» DIRECTIONS:
The answer should reproduce every entry exactly and contain no images.

» DATA:
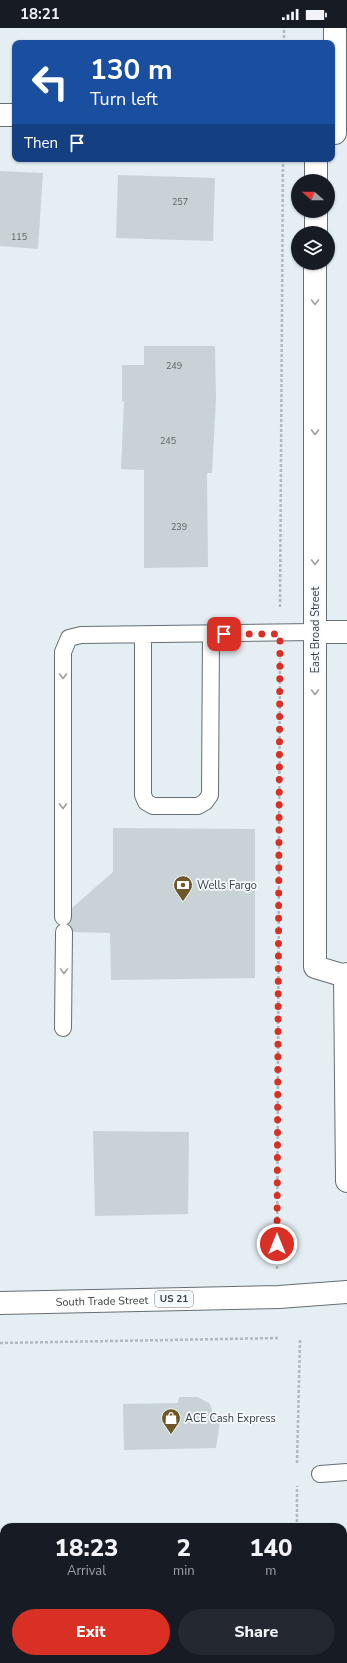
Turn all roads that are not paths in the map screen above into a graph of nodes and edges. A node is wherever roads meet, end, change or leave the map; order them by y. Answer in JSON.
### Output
{"nodes":[{"id":1,"x":335,"y":28,"type":"edge"},
{"id":2,"x":338,"y":107,"type":"edge"},
{"id":3,"x":12,"y":114,"type":"edge"},
{"id":4,"x":0,"y":115,"type":"edge"},
{"id":5,"x":338,"y":136,"type":"edge"},
{"id":6,"x":316,"y":162,"type":"edge"},
{"id":7,"x":316,"y":174,"type":"edge"},
{"id":8,"x":316,"y":270,"type":"edge"},
{"id":9,"x":315,"y":632,"type":"junction"},
{"id":10,"x":347,"y":632,"type":"edge"},
{"id":11,"x":210,"y":634,"type":"junction"},
{"id":12,"x":143,"y":635,"type":"junction"},
{"id":13,"x":346,"y":975,"type":"edge"},
{"id":14,"x":63,"y":1028,"type":"dead end"},
{"id":15,"x":346,"y":1042,"type":"edge"},
{"id":16,"x":346,"y":1102,"type":"edge"},
{"id":17,"x":347,"y":1181,"type":"edge"},
{"id":18,"x":347,"y":1292,"type":"edge"},
{"id":19,"x":0,"y":1303,"type":"edge"},
{"id":20,"x":347,"y":1472,"type":"edge"},
{"id":21,"x":320,"y":1474,"type":"dead end"}],
"edges":[{"from":1,"to":2,"type":"main road"},
{"from":2,"to":5,"type":"main road"},
{"from":3,"to":4,"type":"main road"},
{"from":6,"to":7,"type":"main road"},
{"from":8,"to":9,"type":"main road","name":"East Broad Street","one_way":true},
{"from":9,"to":10,"type":"main road"},
{"from":9,"to":11,"type":"lane"},
{"from":9,"to":13,"type":"main road","name":"East Broad Street","one_way":true},
{"from":11,"to":12,"type":"lane"},
{"from":11,"to":12,"type":"lane"},
{"from":12,"to":14,"type":"lane","one_way":true},
{"from":13,"to":15,"type":"main road","name":"East Broad Street"},
{"from":15,"to":16,"type":"main road","name":"East Broad Street"},
{"from":16,"to":17,"type":"main road","name":"East Broad Street"},
{"from":18,"to":19,"type":"main road","name":"South Trade Street","number":"US 21"},
{"from":20,"to":21,"type":"lane"}]}
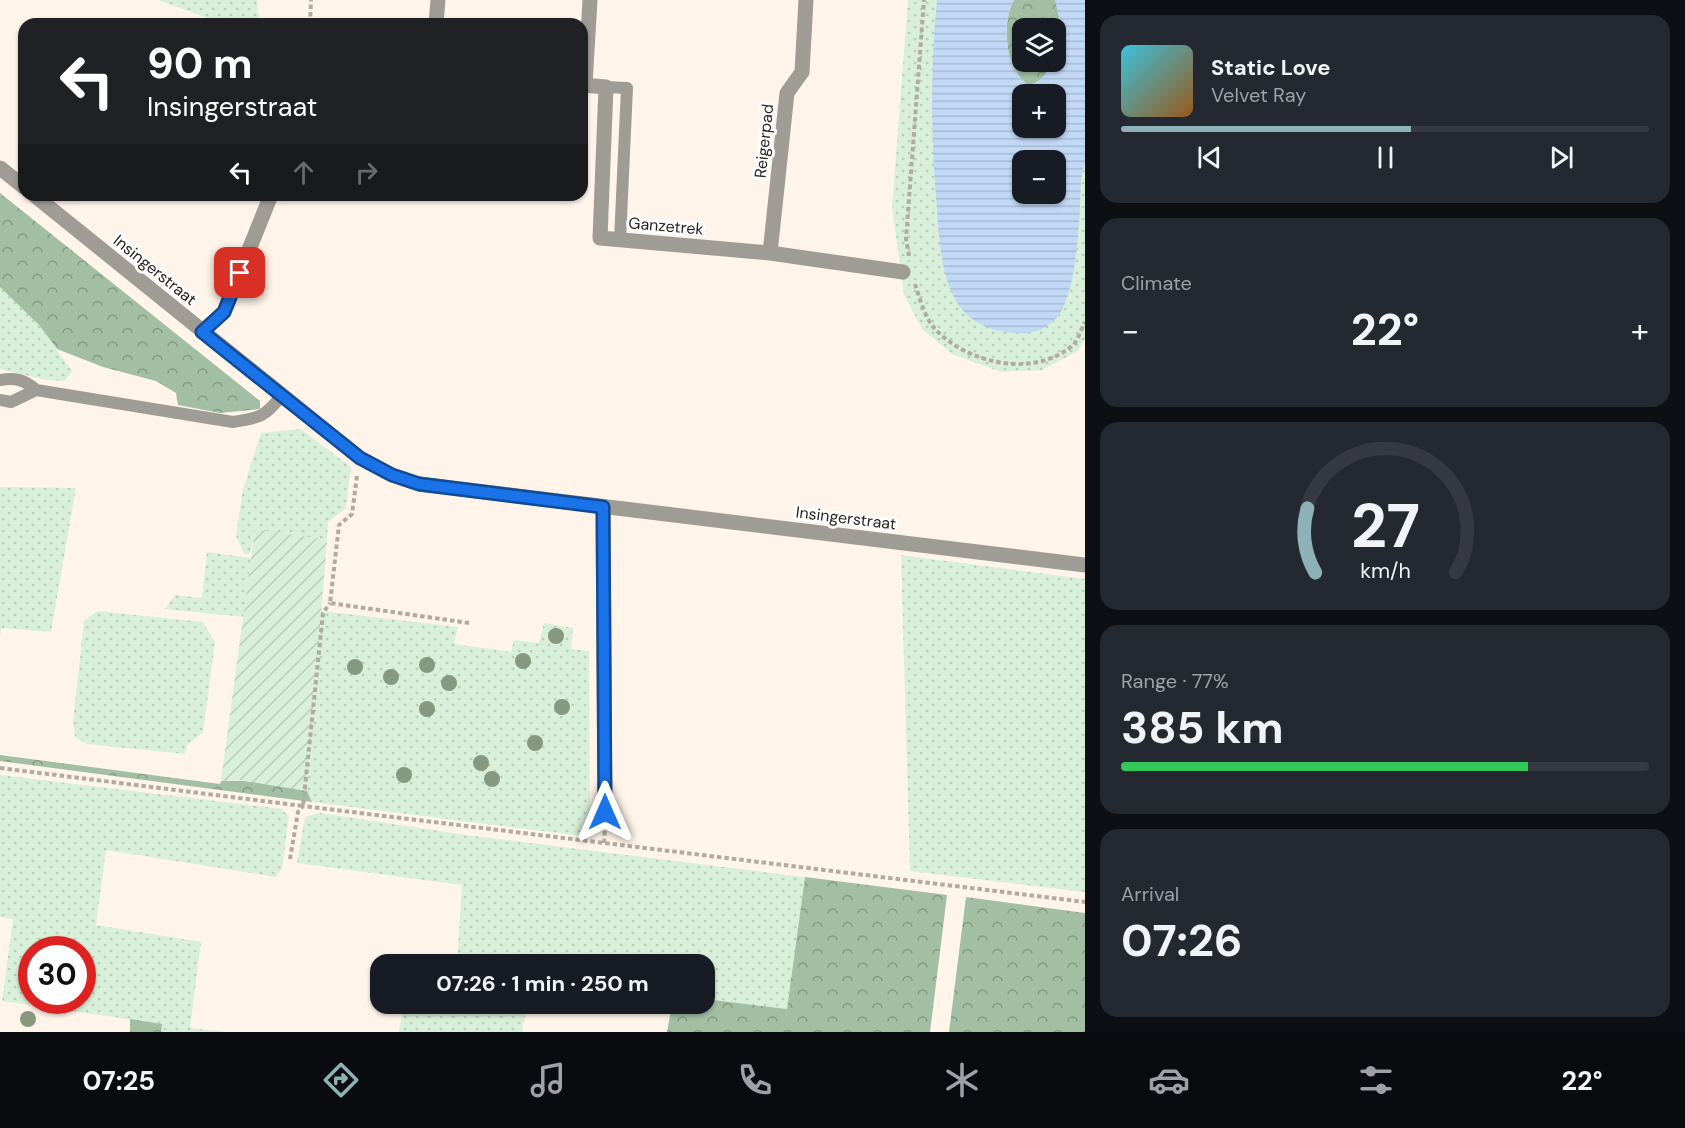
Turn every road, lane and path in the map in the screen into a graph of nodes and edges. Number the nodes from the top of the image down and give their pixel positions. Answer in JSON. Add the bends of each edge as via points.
{"nodes":[{"id":1,"x":311,"y":0,"type":"edge"},
{"id":2,"x":438,"y":0,"type":"edge"},
{"id":3,"x":590,"y":0,"type":"edge"},
{"id":4,"x":806,"y":0,"type":"edge"},
{"id":5,"x":924,"y":0,"type":"edge"},
{"id":6,"x":310,"y":18,"type":"edge"},
{"id":7,"x":436,"y":18,"type":"edge"},
{"id":8,"x":588,"y":28,"type":"edge"},
{"id":9,"x":588,"y":85,"type":"edge"},
{"id":10,"x":0,"y":168,"type":"edge"},
{"id":11,"x":18,"y":182,"type":"edge"},
{"id":12,"x":41,"y":201,"type":"edge"},
{"id":13,"x":269,"y":201,"type":"edge"},
{"id":14,"x":770,"y":253,"type":"junction"},
{"id":15,"x":906,"y":266,"type":"joint"},
{"id":16,"x":915,"y":283,"type":"dead end"},
{"id":17,"x":1085,"y":322,"type":"edge"},
{"id":18,"x":202,"y":332,"type":"junction"},
{"id":19,"x":0,"y":380,"type":"edge"},
{"id":20,"x":36,"y":390,"type":"junction"},
{"id":21,"x":282,"y":395,"type":"junction"},
{"id":22,"x":0,"y":400,"type":"edge"},
{"id":23,"x":360,"y":458,"type":"junction"},
{"id":24,"x":603,"y":507,"type":"junction"},
{"id":25,"x":1085,"y":565,"type":"edge"},
{"id":26,"x":330,"y":603,"type":"junction"},
{"id":27,"x":469,"y":623,"type":"dead end"},
{"id":28,"x":0,"y":768,"type":"edge"},
{"id":29,"x":303,"y":806,"type":"junction"},
{"id":30,"x":605,"y":812,"type":"dead end"},
{"id":31,"x":290,"y":859,"type":"dead end"},
{"id":32,"x":1085,"y":902,"type":"edge"}],
"edges":[{"from":1,"to":6,"type":"path"},
{"from":2,"to":7,"type":"street"},
{"from":3,"to":8,"type":"street"},
{"from":4,"to":14,"type":"street","name":"Reigerpad","via":[[802,72],[787,93]]},
{"from":5,"to":15,"type":"path"},
{"from":9,"to":14,"type":"street","name":"Ganzetrek","via":[[606,87],[600,238]]},
{"from":10,"to":11,"type":"street"},
{"from":12,"to":18,"type":"street","name":"Insingerstraat"},
{"from":13,"to":18,"type":"street","via":[[224,312]]},
{"from":14,"to":15,"type":"street","name":"Ganzetrek"},
{"from":16,"to":17,"type":"path","via":[[935,329],[958,347],[999,362],[1033,362],[1056,356],[1074,345]]},
{"from":18,"to":21,"type":"street","name":"Insingerstraat"},
{"from":19,"to":20,"type":"lane","via":[[13,378]]},
{"from":20,"to":21,"type":"lane","via":[[234,422],[267,414]]},
{"from":20,"to":22,"type":"lane","via":[[11,402]]},
{"from":21,"to":23,"type":"street","name":"Insingerstraat"},
{"from":23,"to":24,"type":"street","name":"Insingerstraat","via":[[419,484]]},
{"from":23,"to":26,"type":"path","via":[[352,513],[339,525]]},
{"from":24,"to":25,"type":"street","name":"Insingerstraat"},
{"from":24,"to":30,"type":"street"},
{"from":26,"to":27,"type":"path"},
{"from":26,"to":29,"type":"path","via":[[323,613]]},
{"from":28,"to":29,"type":"path"},
{"from":29,"to":31,"type":"path","via":[[298,812]]},
{"from":29,"to":32,"type":"path"}]}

» ANSWER FOR THE TASK:
Turn all roads that are not paths in the map screen above into a graph of nodes and edges. A node is wherever roads meet, end, change or leave the map; order them by y. Answer in JSON.
### Output
{"nodes":[{"id":1,"x":335,"y":28,"type":"edge"},
{"id":2,"x":338,"y":107,"type":"edge"},
{"id":3,"x":12,"y":114,"type":"edge"},
{"id":4,"x":0,"y":115,"type":"edge"},
{"id":5,"x":338,"y":136,"type":"edge"},
{"id":6,"x":316,"y":162,"type":"edge"},
{"id":7,"x":316,"y":174,"type":"edge"},
{"id":8,"x":316,"y":270,"type":"edge"},
{"id":9,"x":315,"y":632,"type":"junction"},
{"id":10,"x":347,"y":632,"type":"edge"},
{"id":11,"x":210,"y":634,"type":"junction"},
{"id":12,"x":143,"y":635,"type":"junction"},
{"id":13,"x":346,"y":975,"type":"edge"},
{"id":14,"x":63,"y":1028,"type":"dead end"},
{"id":15,"x":346,"y":1042,"type":"edge"},
{"id":16,"x":346,"y":1102,"type":"edge"},
{"id":17,"x":347,"y":1181,"type":"edge"},
{"id":18,"x":347,"y":1292,"type":"edge"},
{"id":19,"x":0,"y":1303,"type":"edge"},
{"id":20,"x":347,"y":1472,"type":"edge"},
{"id":21,"x":320,"y":1474,"type":"dead end"}],
"edges":[{"from":1,"to":2,"type":"main road"},
{"from":2,"to":5,"type":"main road"},
{"from":3,"to":4,"type":"main road"},
{"from":6,"to":7,"type":"main road"},
{"from":8,"to":9,"type":"main road","name":"East Broad Street","one_way":true},
{"from":9,"to":10,"type":"main road"},
{"from":9,"to":11,"type":"lane"},
{"from":9,"to":13,"type":"main road","name":"East Broad Street","one_way":true},
{"from":11,"to":12,"type":"lane"},
{"from":11,"to":12,"type":"lane"},
{"from":12,"to":14,"type":"lane","one_way":true},
{"from":13,"to":15,"type":"main road","name":"East Broad Street"},
{"from":15,"to":16,"type":"main road","name":"East Broad Street"},
{"from":16,"to":17,"type":"main road","name":"East Broad Street"},
{"from":18,"to":19,"type":"main road","name":"South Trade Street","number":"US 21"},
{"from":20,"to":21,"type":"lane"}]}
Turn every road, lane and path in the map in the screen into a graph of nodes and edges. Number the nodes from the top of the image down and give their pixel positions. Answer in JSON. Add the bends of each edge as via points.
{"nodes":[{"id":1,"x":311,"y":0,"type":"edge"},
{"id":2,"x":438,"y":0,"type":"edge"},
{"id":3,"x":590,"y":0,"type":"edge"},
{"id":4,"x":806,"y":0,"type":"edge"},
{"id":5,"x":924,"y":0,"type":"edge"},
{"id":6,"x":310,"y":18,"type":"edge"},
{"id":7,"x":436,"y":18,"type":"edge"},
{"id":8,"x":588,"y":28,"type":"edge"},
{"id":9,"x":588,"y":85,"type":"edge"},
{"id":10,"x":0,"y":168,"type":"edge"},
{"id":11,"x":18,"y":182,"type":"edge"},
{"id":12,"x":41,"y":201,"type":"edge"},
{"id":13,"x":269,"y":201,"type":"edge"},
{"id":14,"x":770,"y":253,"type":"junction"},
{"id":15,"x":906,"y":266,"type":"joint"},
{"id":16,"x":915,"y":283,"type":"dead end"},
{"id":17,"x":1085,"y":322,"type":"edge"},
{"id":18,"x":202,"y":332,"type":"junction"},
{"id":19,"x":0,"y":380,"type":"edge"},
{"id":20,"x":36,"y":390,"type":"junction"},
{"id":21,"x":282,"y":395,"type":"junction"},
{"id":22,"x":0,"y":400,"type":"edge"},
{"id":23,"x":360,"y":458,"type":"junction"},
{"id":24,"x":603,"y":507,"type":"junction"},
{"id":25,"x":1085,"y":565,"type":"edge"},
{"id":26,"x":330,"y":603,"type":"junction"},
{"id":27,"x":469,"y":623,"type":"dead end"},
{"id":28,"x":0,"y":768,"type":"edge"},
{"id":29,"x":303,"y":806,"type":"junction"},
{"id":30,"x":605,"y":812,"type":"dead end"},
{"id":31,"x":290,"y":859,"type":"dead end"},
{"id":32,"x":1085,"y":902,"type":"edge"}],
"edges":[{"from":1,"to":6,"type":"path"},
{"from":2,"to":7,"type":"street"},
{"from":3,"to":8,"type":"street"},
{"from":4,"to":14,"type":"street","name":"Reigerpad","via":[[802,72],[787,93]]},
{"from":5,"to":15,"type":"path"},
{"from":9,"to":14,"type":"street","name":"Ganzetrek","via":[[606,87],[600,238]]},
{"from":10,"to":11,"type":"street"},
{"from":12,"to":18,"type":"street","name":"Insingerstraat"},
{"from":13,"to":18,"type":"street","via":[[224,312]]},
{"from":14,"to":15,"type":"street","name":"Ganzetrek"},
{"from":16,"to":17,"type":"path","via":[[935,329],[958,347],[999,362],[1033,362],[1056,356],[1074,345]]},
{"from":18,"to":21,"type":"street","name":"Insingerstraat"},
{"from":19,"to":20,"type":"lane","via":[[13,378]]},
{"from":20,"to":21,"type":"lane","via":[[234,422],[267,414]]},
{"from":20,"to":22,"type":"lane","via":[[11,402]]},
{"from":21,"to":23,"type":"street","name":"Insingerstraat"},
{"from":23,"to":24,"type":"street","name":"Insingerstraat","via":[[419,484]]},
{"from":23,"to":26,"type":"path","via":[[352,513],[339,525]]},
{"from":24,"to":25,"type":"street","name":"Insingerstraat"},
{"from":24,"to":30,"type":"street"},
{"from":26,"to":27,"type":"path"},
{"from":26,"to":29,"type":"path","via":[[323,613]]},
{"from":28,"to":29,"type":"path"},
{"from":29,"to":31,"type":"path","via":[[298,812]]},
{"from":29,"to":32,"type":"path"}]}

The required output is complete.